--- Supplied material Enclosed Below ---

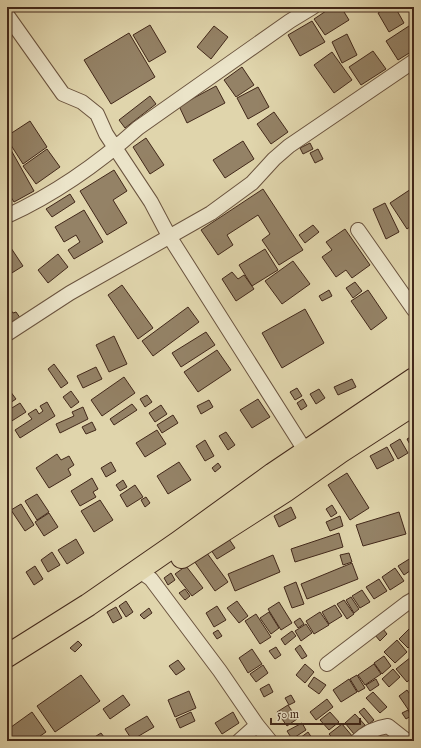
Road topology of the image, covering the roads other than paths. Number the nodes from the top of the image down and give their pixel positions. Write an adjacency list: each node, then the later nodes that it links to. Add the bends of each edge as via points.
1 (313, 7): 4 (street, via 189,91 138,128)
2 (7, 16): 4 (street, via 63,94 82,102 97,114)
3 (414, 61): 7 (street, via 288,146 252,182 211,213)
4 (116, 148): 5 (street, via 75,177); 7 (street, via 151,202)
5 (7, 216)
6 (358, 230): 8 (street)
7 (169, 236): 9 (street, via 70,293); 12 (street)
8 (414, 310)
9 (7, 334)
10 (414, 379): 12 (main road)
11 (414, 404): 13 (main road, via 194,549)
12 (306, 452): 13 (main road, via 273,474)
13 (145, 574): 15 (main road, via 88,605); 16 (main road); 18 (street, via 220,671)
14 (414, 599): 17 (street)
15 (7, 656)
16 (7, 664)
17 (327, 664)
18 (257, 725): 19 (street); 20 (street)
19 (239, 741)
20 (270, 741)
21 (357, 741): 22 (street, via 364,734 388,726)
22 (407, 741)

--- End of Enclosed Supplied material ---

• [Task directions]:
Write out the whole listing exactly. Pictures stay out.

• [Answer for the task]:
Road topology of the image, covering the roads other than paths. Number the nodes from the top of the image down and give their pixel positions. Write an adjacency list: each node, then the later nodes that it links to. Add the bends of each edge as via points.
1 (313, 7): 4 (street, via 189,91 138,128)
2 (7, 16): 4 (street, via 63,94 82,102 97,114)
3 (414, 61): 7 (street, via 288,146 252,182 211,213)
4 (116, 148): 5 (street, via 75,177); 7 (street, via 151,202)
5 (7, 216)
6 (358, 230): 8 (street)
7 (169, 236): 9 (street, via 70,293); 12 (street)
8 (414, 310)
9 (7, 334)
10 (414, 379): 12 (main road)
11 (414, 404): 13 (main road, via 194,549)
12 (306, 452): 13 (main road, via 273,474)
13 (145, 574): 15 (main road, via 88,605); 16 (main road); 18 (street, via 220,671)
14 (414, 599): 17 (street)
15 (7, 656)
16 (7, 664)
17 (327, 664)
18 (257, 725): 19 (street); 20 (street)
19 (239, 741)
20 (270, 741)
21 (357, 741): 22 (street, via 364,734 388,726)
22 (407, 741)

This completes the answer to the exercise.